◆ Work to complete:
Show each line of the entries below in which the word "Rudolfa" appears.
(Material supplied begins)
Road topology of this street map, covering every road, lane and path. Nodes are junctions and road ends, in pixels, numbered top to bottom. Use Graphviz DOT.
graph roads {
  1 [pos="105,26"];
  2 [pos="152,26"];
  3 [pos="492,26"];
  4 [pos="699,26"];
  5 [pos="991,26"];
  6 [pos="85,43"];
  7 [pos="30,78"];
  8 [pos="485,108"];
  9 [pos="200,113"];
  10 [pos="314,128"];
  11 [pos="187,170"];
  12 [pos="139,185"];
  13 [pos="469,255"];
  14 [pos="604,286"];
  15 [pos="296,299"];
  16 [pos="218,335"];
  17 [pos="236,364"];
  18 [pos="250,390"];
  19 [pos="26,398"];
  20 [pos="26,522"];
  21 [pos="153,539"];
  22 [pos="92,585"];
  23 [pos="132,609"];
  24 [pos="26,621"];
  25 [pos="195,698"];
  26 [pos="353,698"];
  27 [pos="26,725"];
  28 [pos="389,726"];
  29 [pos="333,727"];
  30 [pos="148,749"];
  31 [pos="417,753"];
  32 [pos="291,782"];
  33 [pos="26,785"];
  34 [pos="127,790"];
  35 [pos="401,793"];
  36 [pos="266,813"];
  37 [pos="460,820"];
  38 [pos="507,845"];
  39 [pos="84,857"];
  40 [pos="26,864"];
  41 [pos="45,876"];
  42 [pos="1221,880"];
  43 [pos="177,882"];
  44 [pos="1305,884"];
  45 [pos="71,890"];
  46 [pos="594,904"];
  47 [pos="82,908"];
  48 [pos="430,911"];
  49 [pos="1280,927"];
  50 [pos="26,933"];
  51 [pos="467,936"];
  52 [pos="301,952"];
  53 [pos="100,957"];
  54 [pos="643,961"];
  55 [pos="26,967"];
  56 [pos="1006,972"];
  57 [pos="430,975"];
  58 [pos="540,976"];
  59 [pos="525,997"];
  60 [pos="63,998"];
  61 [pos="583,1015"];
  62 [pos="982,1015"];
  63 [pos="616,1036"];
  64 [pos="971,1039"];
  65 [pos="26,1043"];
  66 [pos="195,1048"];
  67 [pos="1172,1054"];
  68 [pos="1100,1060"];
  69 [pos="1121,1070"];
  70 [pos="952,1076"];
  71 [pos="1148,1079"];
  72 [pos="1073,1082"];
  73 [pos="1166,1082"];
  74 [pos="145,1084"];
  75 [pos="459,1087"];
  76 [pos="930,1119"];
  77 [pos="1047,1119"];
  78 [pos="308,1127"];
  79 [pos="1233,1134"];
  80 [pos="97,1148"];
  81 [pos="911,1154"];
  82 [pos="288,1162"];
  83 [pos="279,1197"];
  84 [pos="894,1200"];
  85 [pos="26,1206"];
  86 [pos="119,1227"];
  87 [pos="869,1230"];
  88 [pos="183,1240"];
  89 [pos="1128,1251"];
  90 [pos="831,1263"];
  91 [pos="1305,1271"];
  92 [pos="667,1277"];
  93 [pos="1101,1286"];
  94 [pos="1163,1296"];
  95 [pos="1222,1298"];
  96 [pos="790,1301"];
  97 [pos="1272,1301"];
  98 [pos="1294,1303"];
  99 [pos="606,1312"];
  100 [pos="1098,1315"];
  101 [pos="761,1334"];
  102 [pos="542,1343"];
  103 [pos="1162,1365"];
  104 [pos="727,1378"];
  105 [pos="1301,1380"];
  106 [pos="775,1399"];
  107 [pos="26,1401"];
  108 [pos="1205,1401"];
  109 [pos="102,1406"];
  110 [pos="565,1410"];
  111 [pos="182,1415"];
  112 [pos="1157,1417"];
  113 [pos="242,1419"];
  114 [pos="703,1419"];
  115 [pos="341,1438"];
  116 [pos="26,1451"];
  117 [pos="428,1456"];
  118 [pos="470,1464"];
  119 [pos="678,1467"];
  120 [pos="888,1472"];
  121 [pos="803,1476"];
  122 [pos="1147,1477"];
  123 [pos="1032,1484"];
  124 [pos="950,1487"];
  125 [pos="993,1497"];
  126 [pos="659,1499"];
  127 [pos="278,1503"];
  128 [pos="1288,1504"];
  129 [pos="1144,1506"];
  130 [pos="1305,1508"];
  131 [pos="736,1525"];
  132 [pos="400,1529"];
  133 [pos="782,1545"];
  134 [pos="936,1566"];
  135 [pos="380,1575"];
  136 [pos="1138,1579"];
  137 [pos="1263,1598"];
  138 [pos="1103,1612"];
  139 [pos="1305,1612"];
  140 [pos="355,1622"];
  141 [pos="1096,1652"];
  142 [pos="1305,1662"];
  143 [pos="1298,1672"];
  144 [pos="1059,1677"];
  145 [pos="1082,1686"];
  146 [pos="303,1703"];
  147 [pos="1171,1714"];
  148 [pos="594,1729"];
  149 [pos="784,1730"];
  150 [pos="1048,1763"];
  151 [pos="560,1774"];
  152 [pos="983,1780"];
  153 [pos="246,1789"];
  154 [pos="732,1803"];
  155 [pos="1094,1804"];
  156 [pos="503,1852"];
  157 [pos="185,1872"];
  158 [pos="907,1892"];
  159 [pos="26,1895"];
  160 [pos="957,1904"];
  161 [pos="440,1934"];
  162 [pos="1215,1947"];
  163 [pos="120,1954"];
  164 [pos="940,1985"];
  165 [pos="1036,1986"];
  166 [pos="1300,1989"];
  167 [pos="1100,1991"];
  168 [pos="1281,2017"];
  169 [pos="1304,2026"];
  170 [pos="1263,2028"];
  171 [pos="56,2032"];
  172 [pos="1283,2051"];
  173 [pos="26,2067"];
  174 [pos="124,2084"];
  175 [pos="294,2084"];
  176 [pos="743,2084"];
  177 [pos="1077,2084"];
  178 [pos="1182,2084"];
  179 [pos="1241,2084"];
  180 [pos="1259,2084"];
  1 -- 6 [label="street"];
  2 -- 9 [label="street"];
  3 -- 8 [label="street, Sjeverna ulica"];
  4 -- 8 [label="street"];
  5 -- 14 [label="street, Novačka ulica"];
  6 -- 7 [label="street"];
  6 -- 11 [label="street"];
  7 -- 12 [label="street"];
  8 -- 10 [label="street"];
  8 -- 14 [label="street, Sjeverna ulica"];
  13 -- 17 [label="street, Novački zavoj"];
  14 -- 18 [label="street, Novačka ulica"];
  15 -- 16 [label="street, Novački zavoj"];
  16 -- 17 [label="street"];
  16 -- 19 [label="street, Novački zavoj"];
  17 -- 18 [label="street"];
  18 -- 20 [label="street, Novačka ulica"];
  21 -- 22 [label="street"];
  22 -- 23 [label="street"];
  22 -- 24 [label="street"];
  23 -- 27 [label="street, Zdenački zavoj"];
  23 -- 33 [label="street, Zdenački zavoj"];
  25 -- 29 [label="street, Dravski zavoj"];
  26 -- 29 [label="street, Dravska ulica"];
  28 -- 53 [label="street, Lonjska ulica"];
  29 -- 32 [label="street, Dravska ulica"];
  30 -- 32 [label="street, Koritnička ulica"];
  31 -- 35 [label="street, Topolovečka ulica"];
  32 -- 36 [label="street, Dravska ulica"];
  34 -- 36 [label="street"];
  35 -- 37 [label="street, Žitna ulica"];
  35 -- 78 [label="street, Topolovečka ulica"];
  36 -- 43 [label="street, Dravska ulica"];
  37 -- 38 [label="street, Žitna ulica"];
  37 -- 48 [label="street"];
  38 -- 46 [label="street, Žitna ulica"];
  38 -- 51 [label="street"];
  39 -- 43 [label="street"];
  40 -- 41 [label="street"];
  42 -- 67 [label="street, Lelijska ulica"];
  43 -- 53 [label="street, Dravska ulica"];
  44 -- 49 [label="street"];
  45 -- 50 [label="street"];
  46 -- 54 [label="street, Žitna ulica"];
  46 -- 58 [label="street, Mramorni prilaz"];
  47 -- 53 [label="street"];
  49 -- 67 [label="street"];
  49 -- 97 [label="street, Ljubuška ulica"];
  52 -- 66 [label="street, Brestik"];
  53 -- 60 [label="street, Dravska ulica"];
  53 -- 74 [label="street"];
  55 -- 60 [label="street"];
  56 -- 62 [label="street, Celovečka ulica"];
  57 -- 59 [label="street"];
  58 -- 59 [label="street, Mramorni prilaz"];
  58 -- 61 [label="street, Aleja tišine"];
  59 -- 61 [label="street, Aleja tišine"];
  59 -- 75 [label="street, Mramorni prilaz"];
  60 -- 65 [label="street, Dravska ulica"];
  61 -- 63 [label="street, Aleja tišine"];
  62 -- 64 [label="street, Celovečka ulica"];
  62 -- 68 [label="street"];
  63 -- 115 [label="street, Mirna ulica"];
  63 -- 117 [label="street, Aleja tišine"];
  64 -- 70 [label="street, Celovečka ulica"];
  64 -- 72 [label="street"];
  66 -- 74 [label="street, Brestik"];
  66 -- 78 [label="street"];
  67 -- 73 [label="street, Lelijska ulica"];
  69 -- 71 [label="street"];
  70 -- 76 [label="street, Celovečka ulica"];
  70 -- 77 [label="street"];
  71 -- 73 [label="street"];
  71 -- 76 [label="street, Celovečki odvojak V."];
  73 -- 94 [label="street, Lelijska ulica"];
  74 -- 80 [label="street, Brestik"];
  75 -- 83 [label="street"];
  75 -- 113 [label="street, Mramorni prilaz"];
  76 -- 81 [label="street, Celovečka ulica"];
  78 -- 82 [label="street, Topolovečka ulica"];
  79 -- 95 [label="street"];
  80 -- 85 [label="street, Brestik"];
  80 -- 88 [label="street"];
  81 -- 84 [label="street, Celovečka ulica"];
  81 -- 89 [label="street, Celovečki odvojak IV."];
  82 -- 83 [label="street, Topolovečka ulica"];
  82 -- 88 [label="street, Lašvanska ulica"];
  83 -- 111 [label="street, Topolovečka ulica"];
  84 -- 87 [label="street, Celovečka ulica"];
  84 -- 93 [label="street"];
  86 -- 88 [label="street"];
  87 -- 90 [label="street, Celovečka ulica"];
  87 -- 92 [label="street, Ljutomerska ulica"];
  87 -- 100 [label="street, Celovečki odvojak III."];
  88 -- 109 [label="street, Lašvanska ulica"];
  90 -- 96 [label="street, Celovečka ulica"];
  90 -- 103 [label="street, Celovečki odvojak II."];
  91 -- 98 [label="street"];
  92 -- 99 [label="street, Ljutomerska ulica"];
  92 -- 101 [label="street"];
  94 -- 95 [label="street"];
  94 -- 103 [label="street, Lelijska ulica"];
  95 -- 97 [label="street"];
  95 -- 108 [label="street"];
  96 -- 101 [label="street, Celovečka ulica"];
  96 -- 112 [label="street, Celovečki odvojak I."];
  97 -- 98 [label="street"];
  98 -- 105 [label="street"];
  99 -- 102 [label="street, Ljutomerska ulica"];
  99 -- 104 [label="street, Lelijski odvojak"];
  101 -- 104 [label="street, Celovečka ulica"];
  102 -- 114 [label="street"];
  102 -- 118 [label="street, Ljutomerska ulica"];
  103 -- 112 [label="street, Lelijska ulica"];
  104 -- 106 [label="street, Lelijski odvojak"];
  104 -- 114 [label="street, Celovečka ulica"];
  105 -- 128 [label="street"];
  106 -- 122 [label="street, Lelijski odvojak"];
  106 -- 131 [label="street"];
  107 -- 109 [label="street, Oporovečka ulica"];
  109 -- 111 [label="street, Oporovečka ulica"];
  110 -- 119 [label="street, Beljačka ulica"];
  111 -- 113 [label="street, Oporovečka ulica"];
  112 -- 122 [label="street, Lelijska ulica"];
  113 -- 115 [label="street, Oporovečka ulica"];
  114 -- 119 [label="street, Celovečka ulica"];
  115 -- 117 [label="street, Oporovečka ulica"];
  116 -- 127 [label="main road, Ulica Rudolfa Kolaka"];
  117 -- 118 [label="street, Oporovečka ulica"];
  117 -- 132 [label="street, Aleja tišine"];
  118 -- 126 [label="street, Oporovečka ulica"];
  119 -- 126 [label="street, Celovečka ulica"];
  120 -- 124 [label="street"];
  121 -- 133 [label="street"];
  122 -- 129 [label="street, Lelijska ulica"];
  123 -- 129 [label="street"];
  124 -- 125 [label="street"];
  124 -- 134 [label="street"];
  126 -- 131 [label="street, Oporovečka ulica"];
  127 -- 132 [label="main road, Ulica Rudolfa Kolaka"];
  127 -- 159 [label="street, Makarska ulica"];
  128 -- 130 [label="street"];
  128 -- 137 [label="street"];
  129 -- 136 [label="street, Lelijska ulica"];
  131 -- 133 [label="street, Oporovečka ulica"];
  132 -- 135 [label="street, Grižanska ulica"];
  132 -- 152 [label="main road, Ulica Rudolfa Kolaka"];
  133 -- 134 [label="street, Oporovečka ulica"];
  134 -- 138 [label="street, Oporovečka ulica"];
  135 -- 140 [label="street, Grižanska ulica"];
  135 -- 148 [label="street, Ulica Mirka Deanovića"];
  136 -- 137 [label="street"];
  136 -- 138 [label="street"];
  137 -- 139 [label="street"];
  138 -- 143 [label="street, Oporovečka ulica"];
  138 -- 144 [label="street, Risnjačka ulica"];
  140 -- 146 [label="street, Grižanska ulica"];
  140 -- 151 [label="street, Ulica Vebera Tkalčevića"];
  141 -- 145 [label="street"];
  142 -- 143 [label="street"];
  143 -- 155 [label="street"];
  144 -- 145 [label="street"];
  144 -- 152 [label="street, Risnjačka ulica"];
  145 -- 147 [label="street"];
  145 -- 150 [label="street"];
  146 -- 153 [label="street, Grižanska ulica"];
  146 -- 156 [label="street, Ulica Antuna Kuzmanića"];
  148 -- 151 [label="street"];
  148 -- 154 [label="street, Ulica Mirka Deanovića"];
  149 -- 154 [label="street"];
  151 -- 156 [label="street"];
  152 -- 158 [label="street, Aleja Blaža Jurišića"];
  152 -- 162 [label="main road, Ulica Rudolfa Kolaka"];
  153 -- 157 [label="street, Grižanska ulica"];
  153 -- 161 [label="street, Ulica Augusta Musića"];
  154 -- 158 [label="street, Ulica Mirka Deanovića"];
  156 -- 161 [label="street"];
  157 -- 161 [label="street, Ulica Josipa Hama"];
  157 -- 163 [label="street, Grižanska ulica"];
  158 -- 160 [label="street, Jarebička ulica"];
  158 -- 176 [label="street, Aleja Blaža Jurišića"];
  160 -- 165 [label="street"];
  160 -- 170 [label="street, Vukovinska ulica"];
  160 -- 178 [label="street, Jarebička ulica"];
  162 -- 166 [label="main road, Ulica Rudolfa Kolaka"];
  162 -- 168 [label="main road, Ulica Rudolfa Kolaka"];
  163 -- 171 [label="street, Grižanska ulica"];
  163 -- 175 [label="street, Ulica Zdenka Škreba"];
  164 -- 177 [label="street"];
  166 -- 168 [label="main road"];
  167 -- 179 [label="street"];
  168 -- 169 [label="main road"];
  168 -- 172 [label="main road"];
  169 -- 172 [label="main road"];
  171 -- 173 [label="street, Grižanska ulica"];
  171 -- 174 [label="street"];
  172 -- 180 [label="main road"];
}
(Material supplied ends)
◆ Response:
  116 -- 127 [label="main road, Ulica Rudolfa Kolaka"];
  127 -- 132 [label="main road, Ulica Rudolfa Kolaka"];
  132 -- 152 [label="main road, Ulica Rudolfa Kolaka"];
  152 -- 162 [label="main road, Ulica Rudolfa Kolaka"];
  162 -- 166 [label="main road, Ulica Rudolfa Kolaka"];
  162 -- 168 [label="main road, Ulica Rudolfa Kolaka"];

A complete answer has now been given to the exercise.